The benefits to the Globe and Taylor are clear. After shopping the paper around to media companies ranging from Knight-Ridder to The Washington Post (which owns NEWSWEEK), Affiliated got the premium price it was seeking. (The company was forced to seek a buyer because two trusts that kept the newspaper in the Taylor family’s control were set to expire in 1996 and some family members feared a bidding war.) In addition, the deal allows family members like Taylor and his cousin, recently named Affiliated president Benjamin B. Taylor, to run the paper for at least the next five years.
As for the Times, it got one of the great names in the newspaper business in a near-monopoly market. It also got Affiliated’s 33 percent stake in BPI Communications, which owns trade magazines like Billboard and The Hollywood Reporter. Another bonus: the Globe’s color presses.
But reaction to the deal was mixed; while many industry observers questioned the wisdom of paying more than $1 billion for the New England daily, others said the transaction puts to rest the oft-heard speculation that newspapers are dying. As Ben Bradlee, former editor of The Washington Post, declared at a breakfast in Boston last week: “The New York Times’s $1 billion-plus investment in the printed word is a hell of an answer to that question.”

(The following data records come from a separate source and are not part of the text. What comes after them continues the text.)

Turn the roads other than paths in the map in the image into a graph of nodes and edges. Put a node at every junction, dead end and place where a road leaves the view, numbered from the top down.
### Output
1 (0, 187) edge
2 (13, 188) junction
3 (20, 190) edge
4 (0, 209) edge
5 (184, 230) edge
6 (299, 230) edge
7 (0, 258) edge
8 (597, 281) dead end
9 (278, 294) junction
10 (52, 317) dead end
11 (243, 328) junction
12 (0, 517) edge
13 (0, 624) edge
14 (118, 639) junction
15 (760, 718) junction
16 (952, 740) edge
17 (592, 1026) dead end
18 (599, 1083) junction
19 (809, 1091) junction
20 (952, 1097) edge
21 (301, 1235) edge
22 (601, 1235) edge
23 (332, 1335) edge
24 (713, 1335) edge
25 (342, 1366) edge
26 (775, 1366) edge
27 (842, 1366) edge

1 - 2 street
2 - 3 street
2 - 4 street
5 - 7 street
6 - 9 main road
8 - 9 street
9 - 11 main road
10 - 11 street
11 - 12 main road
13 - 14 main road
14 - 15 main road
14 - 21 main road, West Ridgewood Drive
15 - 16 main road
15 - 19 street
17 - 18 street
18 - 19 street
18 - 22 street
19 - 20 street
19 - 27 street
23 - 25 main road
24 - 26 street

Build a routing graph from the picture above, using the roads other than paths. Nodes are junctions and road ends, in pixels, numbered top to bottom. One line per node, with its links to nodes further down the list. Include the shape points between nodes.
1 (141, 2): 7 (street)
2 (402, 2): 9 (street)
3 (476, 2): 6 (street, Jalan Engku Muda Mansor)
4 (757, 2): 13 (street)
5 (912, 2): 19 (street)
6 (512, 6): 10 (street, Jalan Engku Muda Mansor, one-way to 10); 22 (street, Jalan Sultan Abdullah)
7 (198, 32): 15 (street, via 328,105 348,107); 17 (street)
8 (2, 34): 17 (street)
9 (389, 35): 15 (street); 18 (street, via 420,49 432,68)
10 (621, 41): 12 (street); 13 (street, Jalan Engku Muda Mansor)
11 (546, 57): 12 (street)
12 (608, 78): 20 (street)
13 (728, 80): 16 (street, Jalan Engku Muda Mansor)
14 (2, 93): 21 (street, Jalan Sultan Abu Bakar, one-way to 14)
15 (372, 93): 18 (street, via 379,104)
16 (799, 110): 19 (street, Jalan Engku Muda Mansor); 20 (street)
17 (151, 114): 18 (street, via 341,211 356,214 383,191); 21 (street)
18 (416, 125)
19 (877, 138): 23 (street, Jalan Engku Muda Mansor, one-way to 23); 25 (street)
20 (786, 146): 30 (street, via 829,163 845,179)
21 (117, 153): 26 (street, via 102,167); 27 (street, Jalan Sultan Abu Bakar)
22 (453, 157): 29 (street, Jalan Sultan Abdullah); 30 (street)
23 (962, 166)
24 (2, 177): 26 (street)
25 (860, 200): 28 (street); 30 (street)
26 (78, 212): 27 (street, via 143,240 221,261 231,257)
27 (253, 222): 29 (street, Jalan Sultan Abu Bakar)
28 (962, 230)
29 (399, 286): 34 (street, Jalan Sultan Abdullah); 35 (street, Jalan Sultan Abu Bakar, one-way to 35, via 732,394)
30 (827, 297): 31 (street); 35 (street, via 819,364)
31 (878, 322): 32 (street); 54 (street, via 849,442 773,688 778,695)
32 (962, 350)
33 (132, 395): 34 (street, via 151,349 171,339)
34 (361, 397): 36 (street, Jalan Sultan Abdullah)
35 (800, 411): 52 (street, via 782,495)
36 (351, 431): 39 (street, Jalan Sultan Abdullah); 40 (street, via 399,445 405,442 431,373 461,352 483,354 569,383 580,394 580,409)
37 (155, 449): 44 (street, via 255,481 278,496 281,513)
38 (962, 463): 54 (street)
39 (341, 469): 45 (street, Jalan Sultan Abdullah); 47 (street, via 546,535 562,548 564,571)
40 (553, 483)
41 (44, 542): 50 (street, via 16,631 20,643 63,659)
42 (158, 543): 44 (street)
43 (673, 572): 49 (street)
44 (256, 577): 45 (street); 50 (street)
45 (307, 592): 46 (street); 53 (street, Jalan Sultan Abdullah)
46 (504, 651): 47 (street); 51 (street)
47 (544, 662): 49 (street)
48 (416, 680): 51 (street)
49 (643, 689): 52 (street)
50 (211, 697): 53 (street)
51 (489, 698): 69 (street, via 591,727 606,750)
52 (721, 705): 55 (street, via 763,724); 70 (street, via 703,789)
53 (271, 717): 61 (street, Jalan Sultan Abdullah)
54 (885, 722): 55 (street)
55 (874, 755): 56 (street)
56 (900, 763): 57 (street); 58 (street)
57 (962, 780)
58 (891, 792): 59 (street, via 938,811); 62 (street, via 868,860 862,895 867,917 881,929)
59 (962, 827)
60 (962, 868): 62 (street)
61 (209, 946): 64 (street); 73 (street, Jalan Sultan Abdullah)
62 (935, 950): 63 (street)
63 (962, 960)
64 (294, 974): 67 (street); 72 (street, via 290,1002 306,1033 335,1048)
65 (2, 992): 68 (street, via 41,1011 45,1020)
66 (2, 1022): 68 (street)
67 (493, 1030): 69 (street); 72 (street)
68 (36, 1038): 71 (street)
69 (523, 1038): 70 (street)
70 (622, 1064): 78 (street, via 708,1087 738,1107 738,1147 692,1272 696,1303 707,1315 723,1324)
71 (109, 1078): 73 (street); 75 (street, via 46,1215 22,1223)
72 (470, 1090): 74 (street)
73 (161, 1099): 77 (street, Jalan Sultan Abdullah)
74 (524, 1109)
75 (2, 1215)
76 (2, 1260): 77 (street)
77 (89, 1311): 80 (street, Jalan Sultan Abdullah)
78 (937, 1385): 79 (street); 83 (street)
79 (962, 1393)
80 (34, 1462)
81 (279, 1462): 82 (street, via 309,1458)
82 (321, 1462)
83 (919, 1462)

Wall Street seemed unconvinced, however. After the deal was announced, the price of Times stock fell 11 percent in two days. News of the merger-which had been on and off since January-had some analysts scratching their heads over why the Times would want New England’s largest newspaper. Hampered by a sluggish economy, the Globe’s operating income was $51 million last year, down from a peak of $107 million in 1987. While the Globe played hard to get until the Times offered top dollar, some investment bankers say the newspaper should have fetched no more than $900 million. In fact, Dean Witter analyst James Dougherty believes the Times might do better by diversifying outside the industry, which is threatened by the likes of TV and the specter of interactive classified-ad services. Newspapers may not be obsolete, Dougherty says, but “there’s a long way between not dying and being worth a billion dollars.”
Crown jewel: But the Times may be thinking beyond conventional newspapers. Down the road, the purchase offers the company further entree into the fast-growing area of interactive media. By adding The Boston Globe to its database of media properties (chart), the Times can offer on-line computer services, on which readers can call up stories with a single keystroke. “What [the Times] is creating is the Northeast gorilla of content,” says Wheat, First Securities analyst Kenneth T. Berents.
It may be a while before the Times sees a big payoff from the acquisition, but many analysts think the company has made a bold statement about the future of newspapers. “[The Globe] is the key crown jewel,” says Smith Barney, Harris Upham analyst John Reidy. The question is: will the crown prince of newspapers wear it well?
< b>THE TIMES EMPIRE
The media giant’s holdings range from newspapers to magazines and TV stations.
Newspapers: Revenues, $1.7 billion* Holdings include joint ownership of the International Herald Tribune (with The Washington Post), the Spartanburg Herald-Journal (S.C.), Wilmington Star-News (N.C.), The Tuscaloosa News and 28 other regional newspapers.
Broadcast/Wire Services: $80.5 million Owns five TV stations, including KFSM in Ft. Smith, Ark., WQAD in Moline, Ill., and WNEP in Scranton, Pa.; two New York City radio stations, a wire service, a features syndicate and a fax edition.
Magazines: $386.1 Million The company publishes major periodicals, including Family Circle, McCall’s, Golf Digest, Tennis, Child, Snow Country, Sailing World, Fitness and three golf magazines in Britain.
INCLUDES 1992 REVENUES OF THE BOSTON GLOBE.